Charles Beigbeder : « Une nouvelle formation pour incarner l’avenir de la droite sur les ruines fumantes de LR et du FN »

Charles Beigbeder, entrepreneur et personnalité engagée à droite, sera présent au 3ème Forum de la Dissidence qui aura lieu le 18 novembre prochain à Paris. A quelques jours de ce grand événement, il répond à trois questions.


Polémia : Qu’est-ce que la droite pour vous ?

Charles Beigbeder : La droite est une famille de pensée aux multiples ramifications. Pour ma part, je représente la droite traditionnelle, héritière du RPR des années 80 et centrée sur les notions d’enracinement, de patrie, de souveraineté et d’identité nationale, malheureusement abandonnées tant par le FN actuel que par Les Républicains. Je souhaite aussi incarner une droite moderne, soucieuse de la transformation de notre économie afin de pouvoir tenir notre rang dans la compétition mondiale. Tradition et progrès, identité et libertés, ou pour reprendre une formule plus connue, des racines et des ailes. C’est à ce titre que je suis heureux de participer au 3e Forum de la Dissidence, organisé par Polémia car il est important que toutes les familles de la droite puissent se parler.

Au-delà de la diversité des droites, ce qui en fait l’unité, c’est probablement l’acceptation d’une certaine humilité devant le réel, le renoncement à vouloir créer un homme nouveau entièrement façonné par une idéologie d’État, la volonté de respecter le mystère de l’homme et la succession des générations, ce qui revient à se définir d’abord comme un héritier. Tout le contraire de la table rase révolutionnaire ou du prométhéisme de Mai 68.

La France et l’Europe semblent engluées dans une crise identitaire sans fin. Comment en sortir ?

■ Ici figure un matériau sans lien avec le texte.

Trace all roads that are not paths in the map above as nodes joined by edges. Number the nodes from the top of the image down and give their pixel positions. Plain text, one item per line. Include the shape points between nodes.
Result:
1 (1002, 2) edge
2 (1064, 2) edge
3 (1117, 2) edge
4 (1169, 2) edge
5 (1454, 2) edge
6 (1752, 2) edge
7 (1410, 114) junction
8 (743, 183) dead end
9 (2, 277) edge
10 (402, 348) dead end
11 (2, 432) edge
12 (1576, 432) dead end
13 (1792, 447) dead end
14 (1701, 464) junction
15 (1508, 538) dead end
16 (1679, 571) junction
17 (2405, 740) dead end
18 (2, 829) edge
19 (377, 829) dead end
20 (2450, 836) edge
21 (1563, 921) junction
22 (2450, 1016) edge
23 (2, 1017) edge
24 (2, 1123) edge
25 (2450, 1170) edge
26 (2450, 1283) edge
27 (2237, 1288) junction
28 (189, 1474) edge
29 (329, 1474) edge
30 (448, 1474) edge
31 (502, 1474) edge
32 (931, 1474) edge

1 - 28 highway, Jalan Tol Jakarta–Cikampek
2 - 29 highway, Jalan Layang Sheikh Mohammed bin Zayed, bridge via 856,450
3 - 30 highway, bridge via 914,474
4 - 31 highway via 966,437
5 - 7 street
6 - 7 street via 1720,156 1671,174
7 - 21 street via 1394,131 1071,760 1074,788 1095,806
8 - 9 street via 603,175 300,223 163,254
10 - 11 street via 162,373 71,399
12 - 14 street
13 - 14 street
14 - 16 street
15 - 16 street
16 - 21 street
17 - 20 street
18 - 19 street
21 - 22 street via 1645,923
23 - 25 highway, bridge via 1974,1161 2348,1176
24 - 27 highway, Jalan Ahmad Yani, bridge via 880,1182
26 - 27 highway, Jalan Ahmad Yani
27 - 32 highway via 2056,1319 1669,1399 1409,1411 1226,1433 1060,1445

Il me semble d’abord indispensable que tous nos contemporains prennent conscience des menaces qui pèsent sur notre civilisation et notre art de vivre, particulièrement du fait de l’islamisme. Un véritable travail de pédagogie est nécessaire, il doit s’effectuer en amont des partis politiques et de manière transversale, afin de toucher toutes les couches de la société. Ensuite, il doit pouvoir trouver un écho favorable dans les médias sans être caricaturé ni diabolisé, ce qui suppose la constitution de médias libres qui puissent s’affranchir de la doxa officielle. Enfin, ce travail doit déboucher, in fine, sur la constitution d’une nouvelle formation politique qui pourrait incarner l’avenir de la droite sur les ruines fumantes des Républicains et du FN.

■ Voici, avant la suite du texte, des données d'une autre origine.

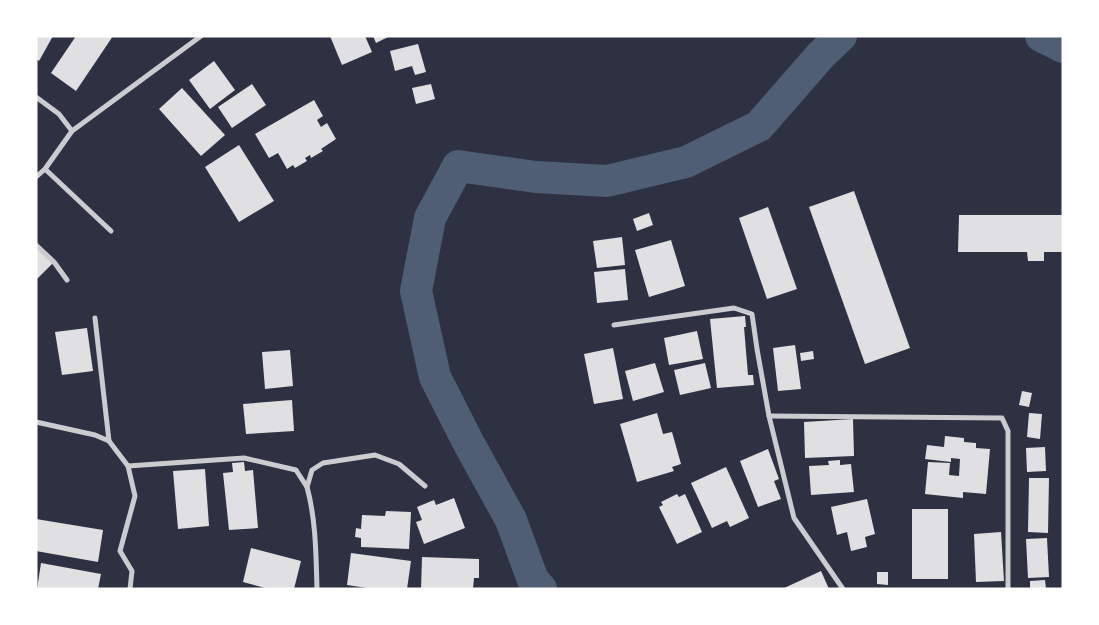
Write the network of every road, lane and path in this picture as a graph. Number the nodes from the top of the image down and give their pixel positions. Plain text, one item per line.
1 (202, 36) edge
2 (36, 97) edge
3 (72, 131) junction
4 (45, 169) junction
5 (36, 177) edge
6 (110, 231) dead end
7 (36, 245) edge
8 (67, 280) dead end
9 (95, 318) dead end
10 (614, 325) dead end
11 (769, 416) junction
12 (36, 422) edge
13 (109, 441) junction
14 (128, 466) junction
15 (425, 486) dead end
16 (307, 487) junction
17 (130, 589) edge
18 (317, 589) edge
19 (843, 589) edge
20 (1008, 589) edge

1 - 3 street
2 - 3 street
3 - 4 street
4 - 5 street
4 - 6 street
7 - 8 street
9 - 13 street
10 - 11 street
11 - 19 street
11 - 20 street
12 - 13 street
13 - 14 street
14 - 16 street
14 - 17 street
15 - 16 street
16 - 18 street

La génération d’après-guerre croit souvent à tort que la civilisation occidentale est immuable et ne peut sombrer dans le chaos car elle comporterait en elle un pouvoir d’attraction qui finirait tôt ou tard par convaincre de ses bienfaits le plus grand nombre. Je ne partage pas cet optimisme naïf. « L’une des erreurs les plus dangereuses écrivait C.S. Lewis, consiste à croire que la civilisation est automatiquement tenue de grandir et de se répandre. La leçon de l’histoire est le contraire : la civilisation est une rareté, atteinte avec difficulté et facilement perdue. L’état normal de l’humanité est la barbarie, tout comme la surface normale de la planète est l’eau salée ». Cette prise de conscience de la fragilité de notre civilisation hantait aussi Simone Weil qui recommandait à ce titre un « patriotisme de compassion » consistant à aimer la France « comme une chose qui, étant terrestre, peut être détruite, et dont le prix est d’autant plus sensible ».

En quelques mots, quelle sera le teneur de votre intervention à ce 3e Forum de la Dissidence ?

J’aimerais dresser un état de lieux de l’impasse politique dans laquelle nous nous trouvons du fait de la division artificielle de la droite entre plusieurs formations politiques qui polarisent le débat et stérilisent le vote des électeurs. Ensuite, je plaiderai pour la constitution d’une grande formation politique conservatrice qui rassemblerait tous ceux qui souhaitent défendre notre civilisation contre les deux nihilismes qui la menacent : le progressisme sociétal d’un côté, l’islamisme radical de l’autre. Enfin, je tenterai d’esquisser une méthodologie pour parvenir à la constitution de cette nouvelle plateforme.